Direct Relief developed the packs for nonprofit clinics and health centers in the U.S. following its extensive responses to Hurricanes Katrina and Rita in 2005 and its subsequent work with the Texas Blue Ribbon Commission on Emergency Preparedness and Response.  The packs contain more than 160 separate items identified by experience, usage, and adjusted based on ongoing feedback and experience from partner organizations in an expanding number of states each year since the program began in 2007.

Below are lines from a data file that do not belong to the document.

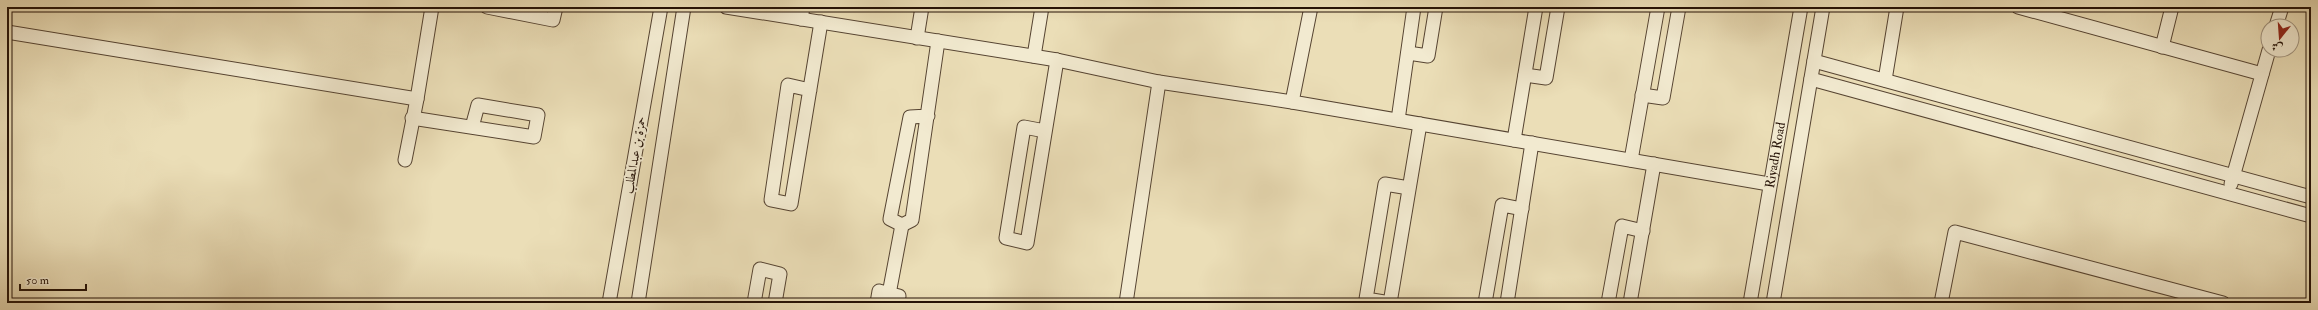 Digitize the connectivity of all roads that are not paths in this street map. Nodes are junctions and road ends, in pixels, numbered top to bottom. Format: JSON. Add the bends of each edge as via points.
{"nodes":[{"id":1,"x":432,"y":7,"type":"edge"},
{"id":2,"x":491,"y":7,"type":"edge"},
{"id":3,"x":556,"y":7,"type":"edge"},
{"id":4,"x":661,"y":7,"type":"edge"},
{"id":5,"x":684,"y":7,"type":"edge"},
{"id":6,"x":726,"y":7,"type":"edge"},
{"id":7,"x":922,"y":7,"type":"edge"},
{"id":8,"x":1042,"y":7,"type":"edge"},
{"id":9,"x":1310,"y":7,"type":"edge"},
{"id":10,"x":1414,"y":7,"type":"edge"},
{"id":11,"x":1436,"y":7,"type":"edge"},
{"id":12,"x":1536,"y":7,"type":"edge"},
{"id":13,"x":1558,"y":7,"type":"edge"},
{"id":14,"x":1658,"y":7,"type":"edge"},
{"id":15,"x":1679,"y":7,"type":"edge"},
{"id":16,"x":1801,"y":7,"type":"edge"},
{"id":17,"x":1823,"y":7,"type":"edge"},
{"id":18,"x":1897,"y":7,"type":"edge"},
{"id":19,"x":2018,"y":7,"type":"edge"},
{"id":20,"x":2172,"y":7,"type":"edge"},
{"id":21,"x":2282,"y":7,"type":"edge"},
{"id":22,"x":802,"y":13,"type":"edge"},
{"id":23,"x":2279,"y":18,"type":"edge"},
{"id":24,"x":821,"y":22,"type":"junction"},
{"id":25,"x":7,"y":32,"type":"edge"},
{"id":26,"x":917,"y":38,"type":"junction"},
{"id":27,"x":938,"y":41,"type":"junction"},
{"id":28,"x":2162,"y":47,"type":"junction"},
{"id":29,"x":1408,"y":53,"type":"junction"},
{"id":30,"x":1034,"y":56,"type":"junction"},
{"id":31,"x":2267,"y":58,"type":"edge"},
{"id":32,"x":1057,"y":60,"type":"junction"},
{"id":33,"x":1814,"y":61,"type":"junction"},
{"id":34,"x":1525,"y":74,"type":"junction"},
{"id":35,"x":2262,"y":74,"type":"junction"},
{"id":36,"x":1811,"y":79,"type":"junction"},
{"id":37,"x":1884,"y":80,"type":"junction"},
{"id":38,"x":1159,"y":82,"type":"junction"},
{"id":39,"x":810,"y":90,"type":"junction"},
{"id":40,"x":1642,"y":95,"type":"junction"},
{"id":41,"x":417,"y":99,"type":"junction"},
{"id":42,"x":1292,"y":102,"type":"junction"},
{"id":43,"x":928,"y":116,"type":"junction"},
{"id":44,"x":412,"y":118,"type":"junction"},
{"id":45,"x":1398,"y":120,"type":"junction"},
{"id":46,"x":1420,"y":124,"type":"junction"},
{"id":47,"x":472,"y":127,"type":"junction"},
{"id":48,"x":1046,"y":131,"type":"junction"},
{"id":49,"x":1514,"y":140,"type":"junction"},
{"id":50,"x":1532,"y":143,"type":"junction"},
{"id":51,"x":405,"y":160,"type":"dead end"},
{"id":52,"x":1631,"y":160,"type":"junction"},
{"id":53,"x":1654,"y":164,"type":"junction"},
{"id":54,"x":2234,"y":176,"type":"junction"},
{"id":55,"x":1769,"y":184,"type":"junction"},
{"id":56,"x":1409,"y":188,"type":"junction"},
{"id":57,"x":2229,"y":194,"type":"junction"},
{"id":58,"x":2311,"y":197,"type":"edge"},
{"id":59,"x":1522,"y":209,"type":"junction"},
{"id":60,"x":2311,"y":216,"type":"edge"},
{"id":61,"x":902,"y":225,"type":"junction"},
{"id":62,"x":1643,"y":231,"type":"junction"},
{"id":63,"x":894,"y":298,"type":"edge"},
{"id":64,"x":609,"y":303,"type":"edge"},
{"id":65,"x":638,"y":303,"type":"edge"},
{"id":66,"x":754,"y":303,"type":"edge"},
{"id":67,"x":775,"y":303,"type":"edge"},
{"id":68,"x":877,"y":303,"type":"edge"},
{"id":69,"x":1126,"y":303,"type":"edge"},
{"id":70,"x":1390,"y":303,"type":"edge"},
{"id":71,"x":1485,"y":303,"type":"edge"},
{"id":72,"x":1507,"y":303,"type":"edge"},
{"id":73,"x":1608,"y":303,"type":"edge"},
{"id":74,"x":1630,"y":303,"type":"edge"},
{"id":75,"x":1750,"y":303,"type":"edge"},
{"id":76,"x":1773,"y":303,"type":"edge"},
{"id":77,"x":1941,"y":303,"type":"edge"},
{"id":78,"x":2224,"y":303,"type":"edge"}],
"edges":[{"from":1,"to":41,"type":"street"},
{"from":2,"to":3,"type":"street","via":[[553,20]]},
{"from":4,"to":64,"type":"street","name":"حمزة بن عبدالمطلب"},
{"from":5,"to":65,"type":"street","name":"حمزة بن عبدالمطلب"},
{"from":6,"to":22,"type":"street"},
{"from":7,"to":26,"type":"street"},
{"from":8,"to":30,"type":"street"},
{"from":9,"to":42,"type":"street"},
{"from":10,"to":29,"type":"street"},
{"from":11,"to":29,"type":"street","via":[[1428,56]]},
{"from":12,"to":34,"type":"street"},
{"from":13,"to":34,"type":"street","via":[[1546,78]]},
{"from":14,"to":40,"type":"street"},
{"from":15,"to":40,"type":"street","via":[[1663,98]]},
{"from":16,"to":55,"type":"street","name":"Riyadh Road"},
{"from":17,"to":33,"type":"street"},
{"from":18,"to":37,"type":"street"},
{"from":19,"to":28,"type":"street"},
{"from":20,"to":28,"type":"street"},
{"from":21,"to":23,"type":"street"},
{"from":22,"to":24,"type":"street"},
{"from":24,"to":26,"type":"street"},
{"from":24,"to":39,"type":"street"},
{"from":25,"to":41,"type":"street"},
{"from":26,"to":27,"type":"street"},
{"from":27,"to":30,"type":"street"},
{"from":27,"to":43,"type":"street"},
{"from":28,"to":35,"type":"street"},
{"from":29,"to":45,"type":"street"},
{"from":30,"to":32,"type":"street"},
{"from":31,"to":35,"type":"street"},
{"from":32,"to":38,"type":"street"},
{"from":32,"to":48,"type":"street"},
{"from":33,"to":36,"type":"street"},
{"from":33,"to":37,"type":"street"},
{"from":34,"to":49,"type":"street"},
{"from":35,"to":54,"type":"street"},
{"from":36,"to":57,"type":"street"},
{"from":36,"to":76,"type":"street"},
{"from":37,"to":54,"type":"street"},
{"from":38,"to":42,"type":"street"},
{"from":38,"to":69,"type":"street"},
{"from":39,"to":39,"type":"street","via":[[791,204],[770,200],[788,85]]},
{"from":40,"to":52,"type":"street"},
{"from":41,"to":44,"type":"street"},
{"from":42,"to":45,"type":"street"},
{"from":43,"to":61,"type":"street","via":[[912,220]]},
{"from":43,"to":61,"type":"street","via":[[910,117],[890,219]]},
{"from":44,"to":47,"type":"street"},
{"from":44,"to":51,"type":"street"},
{"from":45,"to":46,"type":"street"},
{"from":46,"to":49,"type":"street"},
{"from":46,"to":56,"type":"street"},
{"from":47,"to":47,"type":"street","via":[[534,137],[538,115],[478,105]]},
{"from":48,"to":48,"type":"street","via":[[1027,243],[1006,238],[1024,127]]},
{"from":49,"to":50,"type":"street"},
{"from":50,"to":52,"type":"street"},
{"from":50,"to":59,"type":"street"},
{"from":52,"to":53,"type":"street"},
{"from":53,"to":55,"type":"street"},
{"from":53,"to":62,"type":"street"},
{"from":54,"to":57,"type":"street"},
{"from":54,"to":58,"type":"street"},
{"from":55,"to":75,"type":"street","name":"Riyadh Road"},
{"from":56,"to":70,"type":"street"},
{"from":56,"to":70,"type":"street","via":[[1384,184],[1366,298]]},
{"from":57,"to":60,"type":"street"},
{"from":59,"to":71,"type":"street","via":[[1502,205]]},
{"from":59,"to":72,"type":"street"},
{"from":61,"to":63,"type":"street"},
{"from":62,"to":73,"type":"street","via":[[1622,226]]},
{"from":62,"to":74,"type":"street"},
{"from":63,"to":68,"type":"street","via":[[879,292]]},
{"from":66,"to":67,"type":"street","via":[[760,269],[780,274]]},
{"from":77,"to":78,"type":"street","via":[[1955,232]]}]}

Each U.S. Hurricane Preparedness Pack holds enough medical supplies to treat 100 patients for a variety of conditions, from basic trauma injuries to chronic illnesses, for a 72-hour period. Direct Relief also sent 15 International Hurricane Preparedness Modules – a larger version of the U.S. prep packs – to its partners in the Caribbean and Central America.  The International Modules contain supplies to care for 5,000 people for one month.

Last week, the National Atmospheric and Oceanic Administration’s Climate Prediction Center released it the 2013 Atlantic Hurricane Season Outlook, forecasting an active or extremely active season.  Between now and the end of the Atlantic hurricane season (Nov. 30) NOAA predicts 13 to 20 named storms, of which seven to 11 could become hurricanes. Three to six of those hurricanes could be major, with winds 111 mph or greater.

Emergency stockpiling efforts traditionally have been frustrated or abandoned because of uncertainty regarding the appropriate size and contents of inventory, as well as ongoing management to ensure quality when emergencies do not occur.  Direct Relief’s program addresses these obstacles through annual resupply and by authorizing the materials to be absorbed into clinics’ general inventory to provide care for low-income patients at the end of hurricane season.

Direct Relief is the only nonprofit organization licensed to distribute prescription medications in all 50 states and maintains an ongoing support program through which charitable medications and medical supplies are provided to more than 1,000 locally run nonprofit clinics and health centers nationwide.  These nonprofit health centers and free and charitable clinics are an essential part of the healthcare safety net for people in communities throughout the United States and collectively provide primary health care services to more than 20 million people.